Le quartier se met au cyber

Le quartier se met au cyber

Plans/Mon ami fournisseur rationalise les fournitures. Super économies.

correconomiaNous sommes en 2003. Les entreprises de n'importe quel district industriel, disons celui du marbre de Carrare en Toscane, ont presque vidé leurs entrepôts de fournitures, de matières premières et de marchandises. Certains n'en détiennent pas du tout : il suffit d'un clic et le fournisseur du district virtuel les approvisionne à partir de l'entrepôt virtuel, en mesurant les besoins virtuels des (réelles) entreprises grâce à un logiciel utilisant des algorithmes mathématiques complexes. En trois ans, les entreprises de la zone ont enregistré une forte augmentation de leur chiffre d'affaires, notamment à l'exportation, grâce à la plus grande compétitivité du district virtuel : réduction des coûts de gestion (formation et aspects techniques) de l'entrepôt, meilleure utilisation de la main d'œuvre, réductions significatives des prix d'achat des fournitures garanties par un fournisseur qui achète pour 400 entreprises au lieu d'une réduction drastique de la part du capital immobilisé dans l'entrepôt. Chaque transaction de fournitures s'effectue avec l'Intranet du district et ne donne lieu à aucune documentation papier, autre qu'une facture cumulée périodique.

La simulation peut être valable pour chaque région et chaque produit, depuis les couteaux de Maniago dans le Frioul jusqu'aux régions de Sicile. En appliquant de manière originale la confiance externe des fonctions de l'entreprise à la gestion des entrepôts et en la transformant en un service Internet, l'idée promet de "récupérer des marges d'efficacité de plusieurs dizaines de milliards dans l'économie italienne".

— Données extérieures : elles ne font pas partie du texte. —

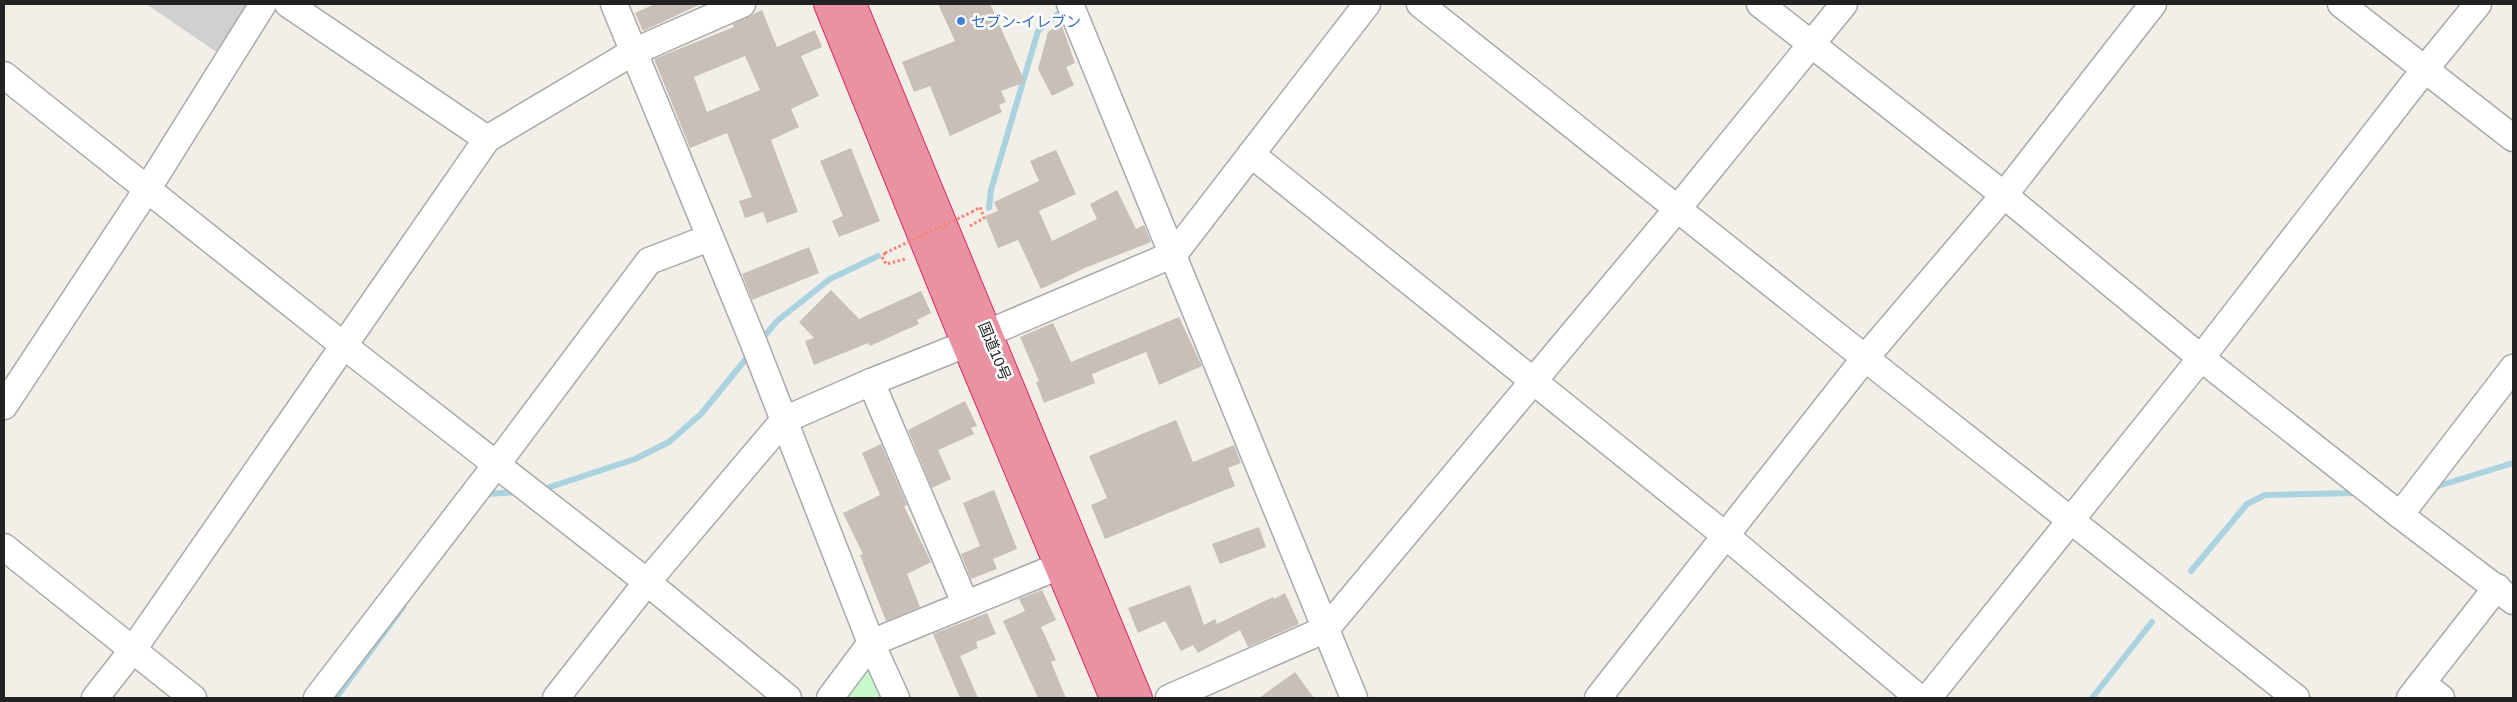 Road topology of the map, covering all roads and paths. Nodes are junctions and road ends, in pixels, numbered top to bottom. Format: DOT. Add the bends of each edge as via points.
graph roads {
  1 [pos="263,4"];
  2 [pos="288,4"];
  3 [pos="614,4"];
  4 [pos="742,4"];
  5 [pos="828,4"];
  6 [pos="852,4"];
  7 [pos="1070,4"];
  8 [pos="1367,4"];
  9 [pos="1420,4"];
  10 [pos="1760,4"];
  11 [pos="1844,4"];
  12 [pos="2153,4"];
  13 [pos="2341,4"];
  14 [pos="2478,4"];
  15 [pos="1811,44"];
  16 [pos="633,52"];
  17 [pos="2425,68"];
  18 [pos="4,75"];
  19 [pos="2513,138"];
  20 [pos="487,139"];
  21 [pos="1251,154"];
  22 [pos="148,188"];
  23 [pos="2004,195"];
  24 [pos="1678,208"];
  25 [pos="709,238"];
  26 [pos="940,245"];
  27 [pos="1174,254"];
  28 [pos="977,339"];
  29 [pos="342,345"];
  30 [pos="1865,358"];
  31 [pos="2201,358"];
  32 [pos="2513,368"];
  33 [pos="1532,380"];
  34 [pos="870,382"];
  35 [pos="4,406"];
  36 [pos="784,420"];
  37 [pos="500,468"];
  38 [pos="2400,516"];
  39 [pos="2072,519"];
  40 [pos="1726,536"];
  41 [pos="4,547"];
  42 [pos="1070,562"];
  43 [pos="647,582"];
  44 [pos="2505,594"];
  45 [pos="965,603"];
  46 [pos="1326,629"];
  47 [pos="871,643"];
  48 [pos="132,650"];
  49 [pos="2424,693"];
  50 [pos="94,698"];
  51 [pos="194,698"];
  52 [pos="317,698"];
  53 [pos="556,698"];
  54 [pos="788,698"];
  55 [pos="830,698"];
  56 [pos="896,698"];
  57 [pos="1114,698"];
  58 [pos="1138,698"];
  59 [pos="1169,698"];
  60 [pos="1354,698"];
  61 [pos="1598,698"];
  62 [pos="1919,698"];
  63 [pos="1928,698"];
  64 [pos="2296,698"];
  1 -- 22 [label="street"];
  2 -- 20 [label="street"];
  3 -- 16 [label="street"];
  4 -- 16 [label="street"];
  5 -- 26 [label="highway, 国道10号"];
  6 -- 26 [label="highway, 国道10号"];
  7 -- 27 [label="street"];
  8 -- 21 [label="street"];
  9 -- 24 [label="street"];
  10 -- 15 [label="street"];
  11 -- 15 [label="street"];
  12 -- 23 [label="street"];
  13 -- 17 [label="street"];
  14 -- 17 [label="street"];
  15 -- 23 [label="street"];
  15 -- 24 [label="street"];
  16 -- 20 [label="street"];
  16 -- 25 [label="street"];
  17 -- 19 [label="street"];
  17 -- 31 [label="street"];
  18 -- 22 [label="street"];
  20 -- 29 [label="street"];
  21 -- 27 [label="street"];
  21 -- 33 [label="street"];
  22 -- 29 [label="street"];
  22 -- 35 [label="street"];
  23 -- 30 [label="street"];
  23 -- 31 [label="street"];
  24 -- 30 [label="street"];
  24 -- 33 [label="street"];
  25 -- 36 [label="street"];
  25 -- 37 [label="street" via="649,260"];
  26 -- 26 [label="path, bridge" via="984,218 980,207 882,257 886,264"];
  26 -- 28 [label="highway, 国道10号"];
  27 -- 28 [label="street"];
  27 -- 46 [label="street"];
  28 -- 34 [label="street"];
  28 -- 42 [label="highway, 国道10号"];
  29 -- 37 [label="street"];
  29 -- 48 [label="street"];
  30 -- 39 [label="street"];
  30 -- 40 [label="street"];
  31 -- 38 [label="street"];
  31 -- 39 [label="street"];
  32 -- 38 [label="street"];
  33 -- 40 [label="street"];
  33 -- 46 [label="street"];
  34 -- 36 [label="street"];
  34 -- 45 [label="street"];
  36 -- 43 [label="street"];
  36 -- 47 [label="street"];
  37 -- 43 [label="street"];
  37 -- 52 [label="street"];
  38 -- 44 [label="street"];
  39 -- 63 [label="street"];
  39 -- 64 [label="street"];
  40 -- 61 [label="street"];
  40 -- 62 [label="street"];
  41 -- 48 [label="street"];
  42 -- 45 [label="street"];
  42 -- 57 [label="highway, 国道10号"];
  42 -- 58 [label="highway, 国道10号"];
  43 -- 53 [label="street"];
  43 -- 54 [label="street"];
  44 -- 49 [label="street"];
  45 -- 47 [label="street"];
  46 -- 59 [label="street"];
  46 -- 60 [label="street"];
  47 -- 55 [label="street"];
  47 -- 56 [label="street"];
  48 -- 50 [label="street"];
  48 -- 51 [label="street"];
}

L'estimation surprenante vient de Vincenzo Marino, 43 ans, Napolitain installé en Allemagne, inventeur du premier système externalisé de gestion et de transmission de données pour toutes les fournitures d'entreprise. Son Unitec (www.unitec.it). fondée il y a 12 ans comme acheteur dans le secteur de la robotique automobile, elle opère aujourd'hui avec une vingtaine de collaborateurs entre le centre d'Augsbourg près de Munich et les centres web de Sabaudia, où elle agit également en tant que fournisseur Internet. Elle compte des clients et des contacts tels que Piaggio, Iveco, Michelin, Man et Whirlpool. Et à partir des dix milliards de chiffre d'affaires de 1999, il voit 2000 comme l'année du boom. L’embryon du futur quartier virtuel s’est développé au début des années 90. « Nous avons remarqué – dit Marino – que les processus commerciaux contenaient d'énormes gaspillages cachés, dus à la gestion des fournitures et des activités de bureau associées, qui ne sont jamais efficaces ».

C'est alors qu'est née la principale spécialisation du petit groupe italo-allemand. Unitec reprend la gestion de 80 % de ses fournisseurs à l'entreprise partenaire : les non stratégiques, nombreux, et donc coûteux à gérer, ne représentent que 20 % des approvisionnements. Le responsable externe s'occupe de toutes les relations, émettant au partenaire une seule facture et réduisant ainsi les coûts.

D'ici au quartier virtuel, grâce à Internet, il n'y a qu'un pas. Le principe est de connecter (virtuellement) les entreprises concurrentes. Dix entreprises du même secteur disposent d'entrepôts similaires ; chacun aura, disons, dix ampoules de rechange. Mais personne n’aura jamais besoin de plus d’une ampoule à la fois. Voici la solution : chaque entreprise ne garde que deux ampoules en stock, et chaque fois qu'elle en a besoin, un fournisseur les fournit, si nécessaire en s'approvisionnant auprès de l'une des neuf autres.

Le système fonctionne à deux conditions : que les entreprises du quartier cèdent au prestataire leur entière « souveraineté » sur l'entrepôt, et que chacune soit incitée à maintenir un stock minimum. Cela se fait en instituant le paiement d'un prix par l'entreprise qui a obtenu la pièce de rechange à celle qui la lui a vendue (le fournisseur s'en charge bien entendu). Ainsi, l'entrepôt de chacun n'est pas seulement réduit à l'essentiel, mais il ne reste pas inactif, fonctionnant également comme entrepôt d'approvisionnement pour les concurrents. Le quartier tout entier, à son tour, se comporte comme une seule usine, sans le savoir. Il va sans dire que les flux d'entrepôt étant informatisés et gérés en un clic, le fournisseur du district frioulan pourrait également résider en Tanzanie.

Est-ce que ça marchera ? Il semble certainement fait sur mesure pour plus de deux cents districts et la myriade de petites entreprises italiennes. En fin de compte, tout revient au mélange italo-allemand de Vincenzo Marino : « À l'ère d'Internet - dit-il - nous sommes obligés de rendre l'imagination italienne plus efficace ».